Provided entries Block Start

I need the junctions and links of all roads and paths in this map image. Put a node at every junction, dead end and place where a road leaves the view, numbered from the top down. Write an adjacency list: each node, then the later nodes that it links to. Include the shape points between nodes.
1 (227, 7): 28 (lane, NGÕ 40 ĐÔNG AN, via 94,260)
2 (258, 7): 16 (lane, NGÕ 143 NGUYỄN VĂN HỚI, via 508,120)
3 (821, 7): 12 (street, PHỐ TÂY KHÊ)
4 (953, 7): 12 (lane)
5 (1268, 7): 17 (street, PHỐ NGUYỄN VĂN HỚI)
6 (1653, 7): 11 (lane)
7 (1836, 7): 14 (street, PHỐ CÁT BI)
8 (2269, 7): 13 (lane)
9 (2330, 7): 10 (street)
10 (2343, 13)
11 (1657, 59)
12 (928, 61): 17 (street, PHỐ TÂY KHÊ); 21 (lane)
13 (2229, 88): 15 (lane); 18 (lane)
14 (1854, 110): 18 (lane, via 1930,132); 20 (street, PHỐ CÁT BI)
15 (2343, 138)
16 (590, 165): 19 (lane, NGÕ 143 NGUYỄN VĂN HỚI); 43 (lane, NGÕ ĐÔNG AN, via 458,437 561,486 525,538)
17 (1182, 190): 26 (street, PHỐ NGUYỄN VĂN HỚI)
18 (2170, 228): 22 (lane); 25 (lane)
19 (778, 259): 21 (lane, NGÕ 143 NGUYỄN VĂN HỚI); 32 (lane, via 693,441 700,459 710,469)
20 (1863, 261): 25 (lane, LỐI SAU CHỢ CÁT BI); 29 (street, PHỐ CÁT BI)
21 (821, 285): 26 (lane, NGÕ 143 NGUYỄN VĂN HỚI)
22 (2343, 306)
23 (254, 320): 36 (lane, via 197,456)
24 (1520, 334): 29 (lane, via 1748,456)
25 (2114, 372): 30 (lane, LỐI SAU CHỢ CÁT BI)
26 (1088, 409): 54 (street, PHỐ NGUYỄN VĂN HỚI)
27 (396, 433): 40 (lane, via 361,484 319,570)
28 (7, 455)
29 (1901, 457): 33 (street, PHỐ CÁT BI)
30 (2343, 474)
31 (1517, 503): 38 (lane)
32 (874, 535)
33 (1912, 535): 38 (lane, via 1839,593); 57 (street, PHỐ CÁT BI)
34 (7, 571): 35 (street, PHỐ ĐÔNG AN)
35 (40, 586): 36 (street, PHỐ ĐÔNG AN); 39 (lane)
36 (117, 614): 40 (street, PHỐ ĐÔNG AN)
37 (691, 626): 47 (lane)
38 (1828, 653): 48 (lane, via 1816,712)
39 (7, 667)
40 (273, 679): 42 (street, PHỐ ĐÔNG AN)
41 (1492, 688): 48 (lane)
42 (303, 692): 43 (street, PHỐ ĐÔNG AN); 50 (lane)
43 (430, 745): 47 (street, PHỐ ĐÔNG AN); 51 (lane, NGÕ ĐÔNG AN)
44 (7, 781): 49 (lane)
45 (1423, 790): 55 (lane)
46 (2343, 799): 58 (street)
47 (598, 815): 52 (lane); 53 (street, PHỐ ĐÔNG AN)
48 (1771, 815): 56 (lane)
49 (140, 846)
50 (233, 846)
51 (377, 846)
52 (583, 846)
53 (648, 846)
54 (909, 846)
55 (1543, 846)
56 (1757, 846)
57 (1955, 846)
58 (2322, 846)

Provided entries Block End

Transcribe the entries exactly.

I need the junctions and links of all roads and paths in this map image. Put a node at every junction, dead end and place where a road leaves the view, numbered from the top down. Write an adjacency list: each node, then the later nodes that it links to. Include the shape points between nodes.
1 (227, 7): 28 (lane, NGÕ 40 ĐÔNG AN, via 94,260)
2 (258, 7): 16 (lane, NGÕ 143 NGUYỄN VĂN HỚI, via 508,120)
3 (821, 7): 12 (street, PHỐ TÂY KHÊ)
4 (953, 7): 12 (lane)
5 (1268, 7): 17 (street, PHỐ NGUYỄN VĂN HỚI)
6 (1653, 7): 11 (lane)
7 (1836, 7): 14 (street, PHỐ CÁT BI)
8 (2269, 7): 13 (lane)
9 (2330, 7): 10 (street)
10 (2343, 13)
11 (1657, 59)
12 (928, 61): 17 (street, PHỐ TÂY KHÊ); 21 (lane)
13 (2229, 88): 15 (lane); 18 (lane)
14 (1854, 110): 18 (lane, via 1930,132); 20 (street, PHỐ CÁT BI)
15 (2343, 138)
16 (590, 165): 19 (lane, NGÕ 143 NGUYỄN VĂN HỚI); 43 (lane, NGÕ ĐÔNG AN, via 458,437 561,486 525,538)
17 (1182, 190): 26 (street, PHỐ NGUYỄN VĂN HỚI)
18 (2170, 228): 22 (lane); 25 (lane)
19 (778, 259): 21 (lane, NGÕ 143 NGUYỄN VĂN HỚI); 32 (lane, via 693,441 700,459 710,469)
20 (1863, 261): 25 (lane, LỐI SAU CHỢ CÁT BI); 29 (street, PHỐ CÁT BI)
21 (821, 285): 26 (lane, NGÕ 143 NGUYỄN VĂN HỚI)
22 (2343, 306)
23 (254, 320): 36 (lane, via 197,456)
24 (1520, 334): 29 (lane, via 1748,456)
25 (2114, 372): 30 (lane, LỐI SAU CHỢ CÁT BI)
26 (1088, 409): 54 (street, PHỐ NGUYỄN VĂN HỚI)
27 (396, 433): 40 (lane, via 361,484 319,570)
28 (7, 455)
29 (1901, 457): 33 (street, PHỐ CÁT BI)
30 (2343, 474)
31 (1517, 503): 38 (lane)
32 (874, 535)
33 (1912, 535): 38 (lane, via 1839,593); 57 (street, PHỐ CÁT BI)
34 (7, 571): 35 (street, PHỐ ĐÔNG AN)
35 (40, 586): 36 (street, PHỐ ĐÔNG AN); 39 (lane)
36 (117, 614): 40 (street, PHỐ ĐÔNG AN)
37 (691, 626): 47 (lane)
38 (1828, 653): 48 (lane, via 1816,712)
39 (7, 667)
40 (273, 679): 42 (street, PHỐ ĐÔNG AN)
41 (1492, 688): 48 (lane)
42 (303, 692): 43 (street, PHỐ ĐÔNG AN); 50 (lane)
43 (430, 745): 47 (street, PHỐ ĐÔNG AN); 51 (lane, NGÕ ĐÔNG AN)
44 (7, 781): 49 (lane)
45 (1423, 790): 55 (lane)
46 (2343, 799): 58 (street)
47 (598, 815): 52 (lane); 53 (street, PHỐ ĐÔNG AN)
48 (1771, 815): 56 (lane)
49 (140, 846)
50 (233, 846)
51 (377, 846)
52 (583, 846)
53 (648, 846)
54 (909, 846)
55 (1543, 846)
56 (1757, 846)
57 (1955, 846)
58 (2322, 846)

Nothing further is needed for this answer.